No Evangelho do próximo domingo, Jesus mostra a chave para entrar no coração da tentação do poder: a conjugalidade. O Papa Francisco descreveu eficazmente esta dinâmica durante a conferência de imprensa no avião, de regresso da viagem apostólica ao Luxemburgo, no passado dia 29 de setembro. Um jornalista pergunta: “Depois do encontro em Leuven, foi divulgado um comunicado em que a universidade católica ‘deplora as posições conservadoras expressas pelo Papa Francisco sobre o papel das mulheres na sociedade’”. O Papa responde: “Este documento foi feito no momento em que falei, estava ‘pré-fabricado’ e isto não é moral. Falo sempre da dignidade da mulher e digo algo que não posso dizer aos homens: a Igreja é mulher. Masculinizar a Igreja, masculinizar as mulheres não é humano, não é cristão. O feminino tem sua força. Na verdade, as mulheres – digo-o sempre – são mais importantes que os homens, porque a Igreja é mulher, a Igreja é a noiva de Jesus. Se isto parece conservador para aquelas senhoras, sou Carlo Gardell. Não está claro. Vejo que existe uma mente estúpida que não quer ouvir falar disso. A mulher é igual ao homem, aliás, na vida da Igreja a mulher é superior, porque a Igreja é mulher. No ministério, o misticismo da mulher é maior que o ministério. Há um grande teólogo que fez estudos sobre isto: quem é maior, o ministério petrino ou o ministério mariano? O ministério mariano é maior porque é um ministério de unidade que envolve, o outro é um ministério de liderança. A maternidade da Igreja é a maternidade da mulher. O ministério é um ministério muito menor, dado para acompanhar os fiéis, sempre dentro da maternidade. Vários teólogos estudaram isto e dizem que isto é uma coisa real, não direi moderna, mas real. Não está desatualizado. Um feminismo exagerado que significa que as mulheres são chauvinistas não funciona. Uma coisa é que o machismo não está certo, outra coisa é que o feminismo não está certo. O que vai é a Igreja feminina, que é maior que o ministério sacerdotal. E você não pensa sobre isso às vezes.”
O grande teólogo Hans Urs Von Balthasar há muito desenvolve esta dinâmica do “princípio mariano” na Igreja, chegando a afirmar que “Maria é a ‘Rainha dos Apóstolos’ sem reivindicar para si poderes apostólicos. Ela tem mais e muito mais” (HU von Balthasar, Nova Klarstellungentrad. ital., Milão 1980, p. 181).
Ao propor o caminho esponsal, com toda a extensão da sua indissolubilidade, Cristo revela que só o amor é capaz de vencer o poder, ou melhor, que o amor é o verdadeiro poder. Quantas discussões inúteis, quantas posições meticulosas tomadas, quantas batalhas ideológicas por nada, se não partirmos de Maria.
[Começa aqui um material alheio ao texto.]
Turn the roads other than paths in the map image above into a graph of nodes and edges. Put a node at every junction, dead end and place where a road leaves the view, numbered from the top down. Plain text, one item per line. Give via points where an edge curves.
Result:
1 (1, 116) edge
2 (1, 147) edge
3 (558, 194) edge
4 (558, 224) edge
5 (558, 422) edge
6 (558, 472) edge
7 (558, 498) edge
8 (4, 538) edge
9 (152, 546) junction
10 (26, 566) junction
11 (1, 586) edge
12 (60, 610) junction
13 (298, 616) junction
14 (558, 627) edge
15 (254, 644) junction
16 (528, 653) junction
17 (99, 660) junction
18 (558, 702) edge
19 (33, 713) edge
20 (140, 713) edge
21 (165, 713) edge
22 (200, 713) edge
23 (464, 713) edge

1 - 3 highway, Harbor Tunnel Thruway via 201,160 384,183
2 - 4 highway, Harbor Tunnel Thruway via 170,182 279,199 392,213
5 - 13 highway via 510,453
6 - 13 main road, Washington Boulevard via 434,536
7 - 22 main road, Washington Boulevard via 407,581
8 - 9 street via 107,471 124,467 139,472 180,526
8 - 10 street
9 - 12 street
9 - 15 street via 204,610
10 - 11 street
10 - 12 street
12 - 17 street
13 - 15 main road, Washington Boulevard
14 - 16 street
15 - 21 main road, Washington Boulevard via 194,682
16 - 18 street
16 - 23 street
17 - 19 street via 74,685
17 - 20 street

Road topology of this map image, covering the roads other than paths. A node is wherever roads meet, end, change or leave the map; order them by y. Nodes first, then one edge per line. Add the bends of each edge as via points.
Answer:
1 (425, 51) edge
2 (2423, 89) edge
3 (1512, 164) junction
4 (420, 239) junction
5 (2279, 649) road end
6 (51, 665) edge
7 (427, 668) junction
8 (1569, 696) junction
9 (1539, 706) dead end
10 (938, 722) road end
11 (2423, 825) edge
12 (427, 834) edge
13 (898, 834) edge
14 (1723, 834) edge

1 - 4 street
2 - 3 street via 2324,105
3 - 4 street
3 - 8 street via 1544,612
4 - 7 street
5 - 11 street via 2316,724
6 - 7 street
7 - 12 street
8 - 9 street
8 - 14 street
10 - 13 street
Negligenciado pela maioria e desprezado por aqueles que deveriam estudá-lo mais profundamente, o princípio mariano continua a ser a chave para compreender a natureza da Igreja e viver a sua experiência real.
Bento XVI reiterou-o também no Consistório de 25 de Março de 2006: «Tudo na Igreja, cada instituição e ministério, mesmo o de Pedro e dos seus sucessores, está “incluído” sob o manto da Virgem, no espaço cheio de graça da seu ‘sim’ à vontade de Deus”. A Virgem é frequentemente invocada com uma aura de devota reverência, mas aqui parece claro que há muito mais em jogo. Esperamos que não continue a ser apenas o Papa quem o lembra, mas que se torne um método para dedicar reflexões e ações ao que realmente importa, e não às disputas habituais que não têm outra perspectiva senão a inconsistência das migalhas. daqueles que estão preocupados em entender “quem é o maior”.